The records >>

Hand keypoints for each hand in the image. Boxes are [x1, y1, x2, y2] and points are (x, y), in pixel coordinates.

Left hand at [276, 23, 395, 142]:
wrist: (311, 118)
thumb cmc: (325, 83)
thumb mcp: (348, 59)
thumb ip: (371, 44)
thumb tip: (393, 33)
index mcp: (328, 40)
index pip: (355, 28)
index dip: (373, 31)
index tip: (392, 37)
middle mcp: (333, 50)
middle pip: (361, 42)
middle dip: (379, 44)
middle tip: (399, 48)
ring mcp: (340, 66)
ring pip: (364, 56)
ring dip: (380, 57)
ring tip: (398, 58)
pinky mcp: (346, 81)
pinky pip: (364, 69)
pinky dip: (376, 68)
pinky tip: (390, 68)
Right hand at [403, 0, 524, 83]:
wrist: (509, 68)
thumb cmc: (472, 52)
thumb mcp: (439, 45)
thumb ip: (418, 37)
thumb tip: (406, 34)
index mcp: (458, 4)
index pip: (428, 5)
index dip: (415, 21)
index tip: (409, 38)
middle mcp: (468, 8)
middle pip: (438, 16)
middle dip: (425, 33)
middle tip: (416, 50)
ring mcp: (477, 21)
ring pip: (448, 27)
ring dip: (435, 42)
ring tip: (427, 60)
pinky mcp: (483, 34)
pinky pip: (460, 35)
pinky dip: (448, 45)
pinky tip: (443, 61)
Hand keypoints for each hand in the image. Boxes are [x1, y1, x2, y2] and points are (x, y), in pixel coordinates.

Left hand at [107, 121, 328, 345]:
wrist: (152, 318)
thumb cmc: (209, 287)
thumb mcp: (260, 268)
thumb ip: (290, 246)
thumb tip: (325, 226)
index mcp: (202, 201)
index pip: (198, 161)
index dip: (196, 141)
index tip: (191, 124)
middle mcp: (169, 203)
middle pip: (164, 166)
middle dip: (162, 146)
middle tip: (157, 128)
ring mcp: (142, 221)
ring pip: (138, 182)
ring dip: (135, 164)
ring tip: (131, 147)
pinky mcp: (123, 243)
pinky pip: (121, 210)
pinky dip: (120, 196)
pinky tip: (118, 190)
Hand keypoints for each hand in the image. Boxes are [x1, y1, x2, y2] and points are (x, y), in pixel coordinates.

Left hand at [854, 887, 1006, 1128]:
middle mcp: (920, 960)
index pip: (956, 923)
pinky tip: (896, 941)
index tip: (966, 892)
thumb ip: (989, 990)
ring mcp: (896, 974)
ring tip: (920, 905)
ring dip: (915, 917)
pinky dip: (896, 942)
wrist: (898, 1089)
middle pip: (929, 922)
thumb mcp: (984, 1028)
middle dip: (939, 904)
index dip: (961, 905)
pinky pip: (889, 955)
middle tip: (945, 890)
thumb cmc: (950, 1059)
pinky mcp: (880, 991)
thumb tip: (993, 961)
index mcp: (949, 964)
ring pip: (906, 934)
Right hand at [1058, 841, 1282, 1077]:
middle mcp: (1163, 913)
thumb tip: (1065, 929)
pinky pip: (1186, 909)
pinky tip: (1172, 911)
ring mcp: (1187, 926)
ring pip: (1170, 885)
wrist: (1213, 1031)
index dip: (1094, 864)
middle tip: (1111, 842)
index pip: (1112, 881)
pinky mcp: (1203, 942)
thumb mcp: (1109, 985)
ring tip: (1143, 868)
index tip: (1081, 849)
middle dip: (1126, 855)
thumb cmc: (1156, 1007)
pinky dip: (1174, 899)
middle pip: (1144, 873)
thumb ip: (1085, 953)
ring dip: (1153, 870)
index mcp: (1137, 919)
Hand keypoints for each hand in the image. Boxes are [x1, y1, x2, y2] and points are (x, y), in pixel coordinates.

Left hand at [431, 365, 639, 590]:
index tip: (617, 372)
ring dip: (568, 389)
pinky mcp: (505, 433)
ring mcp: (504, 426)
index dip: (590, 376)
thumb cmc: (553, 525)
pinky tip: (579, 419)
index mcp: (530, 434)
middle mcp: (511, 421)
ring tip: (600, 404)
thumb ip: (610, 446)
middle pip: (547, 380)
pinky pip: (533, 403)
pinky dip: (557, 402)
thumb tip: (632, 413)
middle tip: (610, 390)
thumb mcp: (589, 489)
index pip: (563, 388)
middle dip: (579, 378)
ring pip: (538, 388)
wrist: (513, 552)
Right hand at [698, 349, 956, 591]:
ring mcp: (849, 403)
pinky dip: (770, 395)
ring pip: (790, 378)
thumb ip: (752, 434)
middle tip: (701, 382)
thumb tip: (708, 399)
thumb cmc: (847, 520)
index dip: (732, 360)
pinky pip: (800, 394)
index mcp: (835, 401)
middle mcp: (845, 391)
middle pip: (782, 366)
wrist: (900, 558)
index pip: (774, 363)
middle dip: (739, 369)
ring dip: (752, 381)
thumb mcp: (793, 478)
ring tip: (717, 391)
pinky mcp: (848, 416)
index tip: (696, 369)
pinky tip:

Task instructions >>
The whole of the material above should be written out again, exactly.

Your response >>
Hand keypoints for each hand in the image. Boxes are [x1, y1, x2, y2] and points are (x, y), in pixel coordinates.

Left hand at [276, 23, 395, 142]:
wrist: (311, 118)
thumb cmc: (325, 83)
thumb mcp: (348, 59)
thumb ip: (371, 44)
thumb tip: (393, 33)
index mcp: (328, 40)
index pip: (355, 28)
index dip: (373, 31)
index tip: (392, 37)
middle mcp: (333, 50)
middle pip: (361, 42)
middle dip: (379, 44)
middle tip: (399, 48)
ring mcp: (340, 66)
ring pip: (364, 56)
ring dip: (380, 57)
ring tip: (398, 58)
pinky mcp: (346, 81)
pinky pip: (364, 69)
pinky dip: (376, 68)
pinky tip: (390, 68)
Right hand at [403, 0, 524, 83]:
wrist: (509, 68)
thumb cmc: (472, 52)
thumb mcp: (439, 45)
thumb ip: (418, 37)
thumb tip: (406, 34)
index mcp: (458, 4)
index pip: (428, 5)
index dip: (415, 21)
index tip: (409, 38)
middle mcp: (468, 8)
middle pip: (438, 16)
middle dip: (425, 33)
middle tip: (416, 50)
ring mcp: (477, 21)
ring pip: (448, 27)
ring dip: (435, 42)
ring tip: (427, 60)
pinky mcp: (483, 34)
pinky pip: (460, 35)
pinky dip: (448, 45)
pinky tip: (443, 61)
Hand keypoints for each hand in the image. Boxes are [x1, y1, x2, y2] and points are (x, y), in pixel coordinates.

Left hand at [107, 121, 328, 345]:
wrist: (152, 318)
thumb cmc: (209, 287)
thumb mcp: (260, 268)
thumb ip: (290, 246)
thumb tip: (325, 226)
index mcp: (202, 201)
index pip: (198, 161)
index dip: (196, 141)
index tip: (191, 124)
middle mcp: (169, 203)
middle pip: (164, 166)
middle dip: (162, 146)
middle tip: (157, 128)
ring mcp: (142, 221)
ring pip: (138, 182)
ring dip: (135, 164)
ring tip: (131, 147)
pinky mcp: (123, 243)
pinky pip: (121, 210)
pinky dip: (120, 196)
pinky tip: (118, 190)
Hand keypoints for each hand in the image. Boxes are [x1, y1, x2, y2] and points are (x, y), in pixel coordinates.

Left hand at [854, 887, 1006, 1128]:
middle mcp: (920, 960)
index pip: (956, 923)
pinky tip: (896, 941)
index tip: (966, 892)
thumb ip: (989, 990)
ring mcp: (896, 974)
ring tip: (920, 905)
ring dip: (915, 917)
pinky dip: (896, 942)
wrist: (898, 1089)
middle pip: (929, 922)
thumb mcp: (984, 1028)
middle dip: (939, 904)
index dip: (961, 905)
pinky pip: (889, 955)
middle tip: (945, 890)
thumb cmc: (950, 1059)
pinky mcp: (880, 991)
thumb tip: (993, 961)
index mcp: (949, 964)
ring pip: (906, 934)
Right hand at [1058, 841, 1282, 1077]:
middle mcp: (1163, 913)
thumb tip: (1065, 929)
pinky pip: (1186, 909)
pinky tip: (1172, 911)
ring mcp: (1187, 926)
ring pip: (1170, 885)
wrist: (1213, 1031)
index dip: (1094, 864)
middle tip: (1111, 842)
index pip: (1112, 881)
pinky mcp: (1203, 942)
thumb mcp: (1109, 985)
ring tip: (1143, 868)
index tip: (1081, 849)
middle dip: (1126, 855)
thumb cmc: (1156, 1007)
pinky dip: (1174, 899)
middle pip: (1144, 873)
thumb ip: (1085, 953)
ring dip: (1153, 870)
index mcp: (1137, 919)
Hand keypoints for each hand in the image. Boxes are [x1, y1, x2, y2] and points are (x, y), in pixel coordinates.

Left hand at [431, 365, 639, 590]:
index tip: (617, 372)
ring dip: (568, 389)
pinky mcp: (505, 433)
ring mcp: (504, 426)
index dip: (590, 376)
thumb cmc: (553, 525)
pinky tip: (579, 419)
index mcp: (530, 434)
middle mcp: (511, 421)
ring tip: (600, 404)
thumb ip: (610, 446)
middle pip: (547, 380)
pinky pip: (533, 403)
pinky dip: (557, 402)
thumb tip: (632, 413)
middle tip: (610, 390)
thumb mcp: (589, 489)
index pip: (563, 388)
middle dip: (579, 378)
ring pip: (538, 388)
wrist: (513, 552)
Right hand at [698, 349, 956, 591]:
ring mcp: (849, 403)
pinky dip: (770, 395)
ring pip: (790, 378)
thumb ip: (752, 434)
middle tip: (701, 382)
thumb tip: (708, 399)
thumb cmc: (847, 520)
index dip: (732, 360)
pinky pip: (800, 394)
index mcp: (835, 401)
middle mcp: (845, 391)
middle pip: (782, 366)
wrist: (900, 558)
index pip: (774, 363)
middle dip: (739, 369)
ring dip: (752, 381)
thumb mcp: (793, 478)
ring tip: (717, 391)
pinky mcp: (848, 416)
index tip: (696, 369)
pinky tip:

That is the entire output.